── 当初から「エロスとバイオレンスに関しては逃げない」という決意のもとに作られていたそうですが、その決心が揺らぐような局面はありましたか。
窪岡 いや、それはなかったです。「やりますよ」とは言いましたけど、「やっちゃダメ」とは言われていないので。
── できあがってから、R-15指定になったり、ならなかったりしたということですか。
窪岡 そうですね。とりあえず作りたいように作って、第III部は「このままだとR-18になります」と言われたんです。さすがにそれだと公開劇場が減ってしまうし、最初からR-15で公開することには決まってましたから、当初の予定どおりになるよう、少し描写を抑えたところはあります。でも、それほど変わってはいませんね。どちらかというと、グロ表現が難しかったですかね。質感を出すのが難しくて……。
── ああ、グロくしたくても、なかなかグロくならない?
窪岡 そうなんですよ。やっぱり、昔みたいにセルに特効を入れるほうが、よっぽど質感が出せてよかった。デジタルだと限界があって、手描きと同じ工程を踏むのに、ものすごく時間がかかってしまう。
── エロスに関しても、アニメ史上空前のレベルでしたね。特に、第II部のグリフィスとシャルロットのベッドシーンは、今までに観たことがないほどの濃さでした。
窪岡 ハハハハ(笑)。まあ、大人向きの作品ですしね。作るほうとしては淡々と、「観せきってみよう」みたいな気持ちでやっていました。あの場面、最初に観たときはすごく短かったんですよ。もう、あっという間に終わっちゃって「これはマズイ」と(苦笑)。それで回想シーンをずいぶん足して、長く感じる印象にしたんです。
── ベッドシーン自体のカットを増やしたわけではなく?
窪岡 それは全くないです。グリフィスの脳裏にガッツの思い出がよぎるシーンは、最初は2カットぐらいしかなくて。それで、ほかに回想として入れられるカットを持ってこようと、いろいろ探してきて。「あ、これならグリフィスの思いや感情が十分に出るかな」というところまで膨らませて、今のかたちになったんです。……やっぱり難しいですね、ああいうシーンは(苦笑)。

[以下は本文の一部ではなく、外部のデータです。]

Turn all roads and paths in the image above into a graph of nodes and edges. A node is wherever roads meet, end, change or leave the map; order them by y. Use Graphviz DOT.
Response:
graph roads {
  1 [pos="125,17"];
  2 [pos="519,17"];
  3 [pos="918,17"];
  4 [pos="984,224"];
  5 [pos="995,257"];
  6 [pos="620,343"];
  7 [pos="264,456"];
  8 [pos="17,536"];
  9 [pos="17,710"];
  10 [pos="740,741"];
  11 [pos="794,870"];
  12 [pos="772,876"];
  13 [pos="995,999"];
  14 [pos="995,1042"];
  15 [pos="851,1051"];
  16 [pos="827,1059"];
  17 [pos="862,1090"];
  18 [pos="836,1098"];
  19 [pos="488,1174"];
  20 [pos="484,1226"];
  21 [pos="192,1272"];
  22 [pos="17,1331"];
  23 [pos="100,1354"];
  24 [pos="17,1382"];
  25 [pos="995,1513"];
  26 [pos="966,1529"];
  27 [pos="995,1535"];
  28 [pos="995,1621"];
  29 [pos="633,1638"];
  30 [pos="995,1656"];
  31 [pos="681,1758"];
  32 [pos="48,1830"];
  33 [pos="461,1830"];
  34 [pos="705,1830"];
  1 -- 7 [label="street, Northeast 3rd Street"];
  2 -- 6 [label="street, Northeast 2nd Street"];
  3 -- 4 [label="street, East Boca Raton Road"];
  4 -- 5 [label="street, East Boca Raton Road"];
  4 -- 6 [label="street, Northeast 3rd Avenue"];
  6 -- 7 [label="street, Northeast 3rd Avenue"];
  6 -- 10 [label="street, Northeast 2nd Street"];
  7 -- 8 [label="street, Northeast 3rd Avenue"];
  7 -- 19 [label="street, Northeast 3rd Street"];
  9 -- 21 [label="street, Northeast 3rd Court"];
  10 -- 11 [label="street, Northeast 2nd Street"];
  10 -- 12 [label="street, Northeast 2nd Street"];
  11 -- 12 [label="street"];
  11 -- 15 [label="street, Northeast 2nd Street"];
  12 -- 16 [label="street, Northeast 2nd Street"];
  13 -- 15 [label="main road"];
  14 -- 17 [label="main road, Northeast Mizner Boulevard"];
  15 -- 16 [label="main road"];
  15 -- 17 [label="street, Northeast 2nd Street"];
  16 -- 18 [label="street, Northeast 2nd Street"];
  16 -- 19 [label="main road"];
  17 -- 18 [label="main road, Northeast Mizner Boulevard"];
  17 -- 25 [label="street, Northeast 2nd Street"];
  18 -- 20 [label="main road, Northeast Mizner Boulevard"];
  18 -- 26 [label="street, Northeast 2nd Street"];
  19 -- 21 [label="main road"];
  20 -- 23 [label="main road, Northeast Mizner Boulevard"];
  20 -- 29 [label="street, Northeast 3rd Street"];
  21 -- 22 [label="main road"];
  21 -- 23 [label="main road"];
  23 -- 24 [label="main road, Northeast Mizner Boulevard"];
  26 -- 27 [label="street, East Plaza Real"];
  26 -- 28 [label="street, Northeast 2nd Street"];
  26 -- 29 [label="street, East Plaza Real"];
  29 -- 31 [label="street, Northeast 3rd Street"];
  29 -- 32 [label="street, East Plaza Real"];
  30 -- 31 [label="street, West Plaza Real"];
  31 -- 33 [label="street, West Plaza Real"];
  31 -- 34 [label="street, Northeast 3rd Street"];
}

── 第III部の序盤でも、ガッツとキャスカのラブシーンが丁寧に描かれてますね。グリフィスとシャルロットのそれとは、ずいぶん対照的ですが。
窪岡 そうですね。言ってみれば、グリフィスとシャルロットのほうは、ベッドシーンなのに愛情が全くない。ガッツとキャスカのシーンはその逆なので、そんなにエグくはやらないつもりでした。あのくだりは音楽にも助けられたし、背景の滝もいい感じにできていて。CGさまさまでしたね。
── 下世話な話ですが、陰毛はOKだったんですね。
窪岡 うん、それに関して何か言われたこともありませんでした。あえて不自然に隠すのはやめようと思って(笑)。第Ⅰ部でもキャスカのフルヌードが早々に出てきますけど、あれも「こういう作品ですよ」と先に言っておきたかった、という意図があります。ことさら品よくやる気もなかったし、見えて当たり前のときは普通に見せようと。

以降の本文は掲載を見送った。